Editor's Note: This Requester requested anonymity in order to protect the competitive advantage created by using Mechanical Turk.
As a leading group-buying site, this Requester publishes thousands of deals daily to millions of consumers around the globe. Users can purchase deals from merchants on a variety of products and services ranging from magazine subscriptions to all-inclusive cruise vacations.
In order to address increasing demand for great deals, this Requester must continually develop fresh and compelling deal inventory. To accomplish this, the Requester's sales team proposes campaigns by targeting merchants selling specific products and services based on user demand. However, to formulate these target campaign proposals, this Requester needs detailed information on the services that merchants in their database offer. For example, while beauty salons provide similar services, specific offerings can vary greatly—one salon may provide haircuts, highlights, and perms, while another may only provide manicures, pedicures, and facials.

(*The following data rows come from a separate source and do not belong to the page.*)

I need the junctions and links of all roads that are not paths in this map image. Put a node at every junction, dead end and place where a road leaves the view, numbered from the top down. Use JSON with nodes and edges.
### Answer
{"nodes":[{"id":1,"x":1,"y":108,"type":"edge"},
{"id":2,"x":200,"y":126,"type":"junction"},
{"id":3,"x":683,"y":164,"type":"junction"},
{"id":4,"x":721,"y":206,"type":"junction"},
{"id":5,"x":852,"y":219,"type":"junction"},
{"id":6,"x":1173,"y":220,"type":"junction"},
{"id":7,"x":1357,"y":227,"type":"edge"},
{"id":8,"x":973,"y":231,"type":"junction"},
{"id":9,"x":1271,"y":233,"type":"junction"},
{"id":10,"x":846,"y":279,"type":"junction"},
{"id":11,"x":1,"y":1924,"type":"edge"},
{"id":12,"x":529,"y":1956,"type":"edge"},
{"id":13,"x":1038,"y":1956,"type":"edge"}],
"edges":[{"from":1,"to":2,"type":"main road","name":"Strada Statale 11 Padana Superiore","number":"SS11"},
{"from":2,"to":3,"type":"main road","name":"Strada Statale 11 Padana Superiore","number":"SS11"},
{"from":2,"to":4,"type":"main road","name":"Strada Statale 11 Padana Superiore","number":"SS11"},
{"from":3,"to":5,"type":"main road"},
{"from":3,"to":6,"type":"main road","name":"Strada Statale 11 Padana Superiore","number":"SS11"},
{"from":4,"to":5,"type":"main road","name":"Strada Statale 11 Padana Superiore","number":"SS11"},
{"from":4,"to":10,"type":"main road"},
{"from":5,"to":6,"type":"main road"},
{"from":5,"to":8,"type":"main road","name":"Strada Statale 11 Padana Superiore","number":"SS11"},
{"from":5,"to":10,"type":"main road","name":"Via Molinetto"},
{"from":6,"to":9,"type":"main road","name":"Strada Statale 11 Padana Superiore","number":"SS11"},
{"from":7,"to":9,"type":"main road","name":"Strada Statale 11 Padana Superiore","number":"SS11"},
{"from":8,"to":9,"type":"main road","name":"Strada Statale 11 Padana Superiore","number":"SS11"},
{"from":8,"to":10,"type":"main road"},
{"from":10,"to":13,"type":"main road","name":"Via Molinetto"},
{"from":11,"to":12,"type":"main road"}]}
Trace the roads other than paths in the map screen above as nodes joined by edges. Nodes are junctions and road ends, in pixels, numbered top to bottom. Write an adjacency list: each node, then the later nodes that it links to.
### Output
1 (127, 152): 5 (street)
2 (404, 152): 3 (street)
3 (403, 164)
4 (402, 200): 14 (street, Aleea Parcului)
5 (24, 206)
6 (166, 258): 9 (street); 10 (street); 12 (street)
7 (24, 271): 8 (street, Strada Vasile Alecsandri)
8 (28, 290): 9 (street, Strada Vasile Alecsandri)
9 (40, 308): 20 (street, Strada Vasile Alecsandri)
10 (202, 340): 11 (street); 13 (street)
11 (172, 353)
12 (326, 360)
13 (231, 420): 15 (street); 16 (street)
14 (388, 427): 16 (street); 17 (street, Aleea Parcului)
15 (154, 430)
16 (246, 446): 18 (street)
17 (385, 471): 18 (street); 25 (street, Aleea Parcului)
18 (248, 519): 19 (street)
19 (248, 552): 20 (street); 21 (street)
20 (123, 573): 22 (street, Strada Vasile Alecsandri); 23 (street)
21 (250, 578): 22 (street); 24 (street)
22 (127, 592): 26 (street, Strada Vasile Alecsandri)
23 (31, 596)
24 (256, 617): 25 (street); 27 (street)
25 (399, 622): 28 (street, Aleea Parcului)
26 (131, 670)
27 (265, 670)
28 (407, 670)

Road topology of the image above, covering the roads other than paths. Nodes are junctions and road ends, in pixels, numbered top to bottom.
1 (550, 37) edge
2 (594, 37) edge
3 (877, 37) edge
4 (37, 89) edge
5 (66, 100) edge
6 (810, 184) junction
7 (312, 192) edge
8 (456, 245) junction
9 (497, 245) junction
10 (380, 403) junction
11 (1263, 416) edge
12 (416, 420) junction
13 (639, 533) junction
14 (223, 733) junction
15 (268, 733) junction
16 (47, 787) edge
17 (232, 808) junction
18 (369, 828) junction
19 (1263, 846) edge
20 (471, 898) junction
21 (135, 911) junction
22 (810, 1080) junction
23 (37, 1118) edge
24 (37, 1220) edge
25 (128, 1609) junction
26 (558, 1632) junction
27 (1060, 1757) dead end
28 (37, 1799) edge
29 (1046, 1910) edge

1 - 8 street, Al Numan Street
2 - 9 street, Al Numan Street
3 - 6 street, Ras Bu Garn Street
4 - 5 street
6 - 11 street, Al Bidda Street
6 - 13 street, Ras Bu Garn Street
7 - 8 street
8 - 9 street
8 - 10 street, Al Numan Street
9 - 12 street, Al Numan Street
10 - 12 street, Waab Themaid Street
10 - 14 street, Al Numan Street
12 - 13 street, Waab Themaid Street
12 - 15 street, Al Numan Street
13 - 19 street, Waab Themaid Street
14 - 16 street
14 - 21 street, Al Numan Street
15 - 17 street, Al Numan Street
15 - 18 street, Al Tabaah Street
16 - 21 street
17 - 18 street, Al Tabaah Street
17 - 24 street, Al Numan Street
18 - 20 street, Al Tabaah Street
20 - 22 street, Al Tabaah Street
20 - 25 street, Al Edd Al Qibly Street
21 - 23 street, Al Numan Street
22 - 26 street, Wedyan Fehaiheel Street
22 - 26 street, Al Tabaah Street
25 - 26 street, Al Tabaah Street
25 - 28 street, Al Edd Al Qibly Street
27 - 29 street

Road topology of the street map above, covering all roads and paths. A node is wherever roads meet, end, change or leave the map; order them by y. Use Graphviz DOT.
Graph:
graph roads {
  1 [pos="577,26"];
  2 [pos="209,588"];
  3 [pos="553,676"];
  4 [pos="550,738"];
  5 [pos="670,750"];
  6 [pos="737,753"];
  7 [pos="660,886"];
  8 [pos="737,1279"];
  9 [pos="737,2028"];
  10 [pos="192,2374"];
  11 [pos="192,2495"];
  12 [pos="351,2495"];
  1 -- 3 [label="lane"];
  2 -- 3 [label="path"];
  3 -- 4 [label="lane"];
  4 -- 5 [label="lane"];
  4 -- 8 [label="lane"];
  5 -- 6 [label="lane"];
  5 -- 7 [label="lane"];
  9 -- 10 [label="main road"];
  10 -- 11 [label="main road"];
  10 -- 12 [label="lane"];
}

Detailed information on products and services offered was not available for most of the prospects in their database. To collect this information, they initially assembled an internal team of fifteen researchers to categorize merchants based their offerings. But this team of researchers was not able to scale to meet the volume the business required. Additionally, the opportunity cost of staffing an internal team was expensive. As a result, this Requester turned to Mechanical Turk in search of a scalable, cost-effective staffing alternative.
Using Mechanical Turk, this Requester was able to cost-efficiently categorize hundreds of thousands of merchants in their database in a fraction of the time, without sacrificing quality. This enabled them to reallocate their internal team to other business-critical objectives while instituting a scalable, on-demand workforce solution for on-going categorization as demand for exciting, new deals continues to grow.